Institutional investors in France just love hedge funds, with 5.3% of their total assets in the vehicles, compared with 1.9% average for the rest of the continent, according to a survey by Invesco.

Institutional investors in France just love hedge funds, with 5.3% of their total assets in the vehicles, compared with 1.9% average for the rest of the continent, according to a survey by Invesco. France’s love affair with hedge funds has heated up in just the past year, as institutional investors allocations have nearly doubled from 2.7% in 2005, well above last year’s continental average of 1.5%. Invesco, which polled 90 European institutions with €311 billion (US$412.4billion) AUM, also found that overall alternative investments is underwhelming. “Hedge funds, private equity and commodities remain marginal,” Invesco’s Yves Van Langehove said in a statement. “The growth is lower than expected.” Aside from France, other major countries have failed to light an alternatives fire; HF asset allocation in Italy and Germany, for example, were 1.6% and 0.9%, respectively, in 2006. What’s more almost 67% of those surveyed are not even investing in hedge finds, and of those that do, a mere 7% have increased their allocations by more than 2 percentage points – way below their intended percentages for bonds, equities and real estate.
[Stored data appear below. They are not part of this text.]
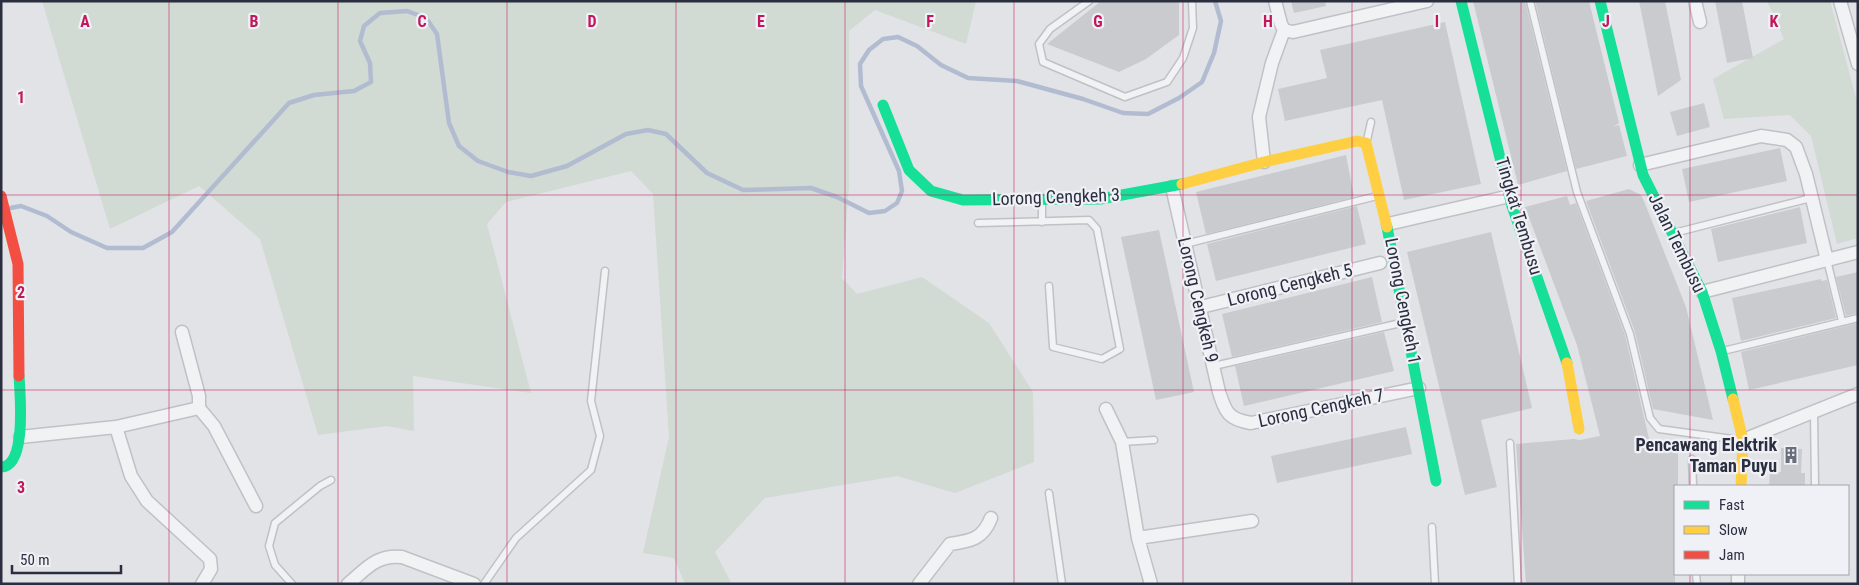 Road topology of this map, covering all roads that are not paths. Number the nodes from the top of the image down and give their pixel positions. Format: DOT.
graph roads {
  1 [pos="1089,1"];
  2 [pos="1192,1"];
  3 [pos="1275,1"];
  4 [pos="1427,1"];
  5 [pos="1461,1"];
  6 [pos="1530,1"];
  7 [pos="1600,1"];
  8 [pos="1695,1"];
  9 [pos="1840,1"];
  10 [pos="1700,22"];
  11 [pos="1284,30"];
  12 [pos="1857,58"];
  13 [pos="883,105"];
  14 [pos="1371,122"];
  15 [pos="1366,143"];
  16 [pos="1264,162"];
  17 [pos="1640,165"];
  18 [pos="1172,187"];
  19 [pos="1380,195"];
  20 [pos="1,196"];
  21 [pos="1510,196"];
  22 [pos="1811,198"];
  23 [pos="1042,200"];
  24 [pos="1042,222"];
  25 [pos="978,223"];
  26 [pos="1388,224"];
  27 [pos="1672,234"];
  28 [pos="1185,244"];
  29 [pos="1858,252"];
  30 [pos="1827,260"];
  31 [pos="1380,263"];
  32 [pos="605,271"];
  33 [pos="1049,286"];
  34 [pos="1702,292"];
  35 [pos="1200,307"];
  36 [pos="1858,318"];
  37 [pos="1408,321"];
  38 [pos="1842,322"];
  39 [pos="182,332"];
  40 [pos="1721,351"];
  41 [pos="1214,366"];
  42 [pos="1419,388"];
  43 [pos="1858,394"];
  44 [pos="199,408"];
  45 [pos="1106,409"];
  46 [pos="1226,412"];
  47 [pos="1814,413"];
  48 [pos="116,427"];
  49 [pos="1579,429"];
  50 [pos="20,436"];
  51 [pos="1154,440"];
  52 [pos="1743,440"];
  53 [pos="1122,442"];
  54 [pos="1510,443"];
  55 [pos="1692,459"];
  56 [pos="1,467"];
  57 [pos="331,480"];
  58 [pos="1436,481"];
  59 [pos="1693,485"];
  60 [pos="1741,485"];
  61 [pos="1815,485"];
  62 [pos="1049,493"];
  63 [pos="256,506"];
  64 [pos="991,518"];
  65 [pos="1252,521"];
  66 [pos="1432,527"];
  67 [pos="1138,538"];
  68 [pos="204,583"];
  69 [pos="292,584"];
  70 [pos="348,584"];
  71 [pos="474,584"];
  72 [pos="484,584"];
  73 [pos="919,584"];
  74 [pos="1062,584"];
  75 [pos="1151,584"];
  76 [pos="1436,584"];
  77 [pos="1518,584"];
  1 -- 2 [label="lane"];
  3 -- 11 [label="street"];
  4 -- 11 [label="street"];
  5 -- 21 [label="street, Tingkat Tembusu"];
  6 -- 52 [label="lane"];
  7 -- 17 [label="street, Jalan Tembusu"];
  8 -- 10 [label="street"];
  9 -- 12 [label="street"];
  11 -- 16 [label="street"];
  13 -- 23 [label="street, Lorong Cengkeh 3"];
  14 -- 15 [label="lane, Lorong Cengkeh 1"];
  15 -- 16 [label="street, Lorong Cengkeh 3"];
  15 -- 19 [label="street, Lorong Cengkeh 1"];
  16 -- 18 [label="street, Lorong Cengkeh 3"];
  17 -- 22 [label="street"];
  17 -- 27 [label="street, Jalan Tembusu"];
  18 -- 23 [label="street, Lorong Cengkeh 3"];
  18 -- 28 [label="street, Lorong Cengkeh 9"];
  19 -- 26 [label="street, Lorong Cengkeh 1"];
  19 -- 28 [label="lane"];
  20 -- 50 [label="street"];
  21 -- 26 [label="street"];
  21 -- 49 [label="street, Tingkat Tembusu"];
  22 -- 27 [label="lane"];
  22 -- 30 [label="street"];
  23 -- 24 [label="lane"];
  24 -- 25 [label="lane"];
  24 -- 33 [label="lane"];
  26 -- 37 [label="street, Lorong Cengkeh 1"];
  27 -- 34 [label="street, Jalan Tembusu"];
  28 -- 35 [label="street, Lorong Cengkeh 9"];
  29 -- 30 [label="street"];
  30 -- 34 [label="street"];
  30 -- 38 [label="lane"];
  31 -- 35 [label="street, Lorong Cengkeh 5"];
  32 -- 72 [label="lane"];
  34 -- 40 [label="street, Jalan Tembusu"];
  35 -- 41 [label="street, Lorong Cengkeh 9"];
  36 -- 38 [label="lane"];
  37 -- 41 [label="lane"];
  37 -- 42 [label="street, Lorong Cengkeh 1"];
  38 -- 40 [label="lane"];
  39 -- 44 [label="street"];
  40 -- 52 [label="street, Jalan Tembusu"];
  41 -- 46 [label="street, Lorong Cengkeh 9"];
  42 -- 46 [label="street, Lorong Cengkeh 7"];
  42 -- 58 [label="street, Lorong Cengkeh 1"];
  43 -- 47 [label="street"];
  44 -- 48 [label="street"];
  44 -- 63 [label="street"];
  45 -- 53 [label="street"];
  47 -- 52 [label="street"];
  47 -- 61 [label="lane"];
  48 -- 50 [label="street"];
  48 -- 68 [label="street"];
  50 -- 56 [label="street"];
  51 -- 53 [label="lane"];
  52 -- 60 [label="street, Jalan Tembusu"];
  53 -- 67 [label="street"];
  54 -- 77 [label="lane"];
  55 -- 59 [label="lane"];
  57 -- 69 [label="lane"];
  62 -- 74 [label="lane"];
  64 -- 73 [label="street"];
  65 -- 67 [label="street"];
  66 -- 76 [label="lane"];
  67 -- 75 [label="street"];
  70 -- 71 [label="street"];
}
Real estate, says Invesco, has seen the biggest growth, especially with pension funds. According to Invesco, smaller institutions favored HFs more. “What is becoming clear,” said Langenhove, “is that hedge funds assets used by pension funds and insurance companies remain low.” More than eight of 10 respondents say they get their fill of hedge funds through funds of hedge funds for diversity. If there is any consolation, the survey found that respondents were not too keen on structured products or exchange traded funds, either.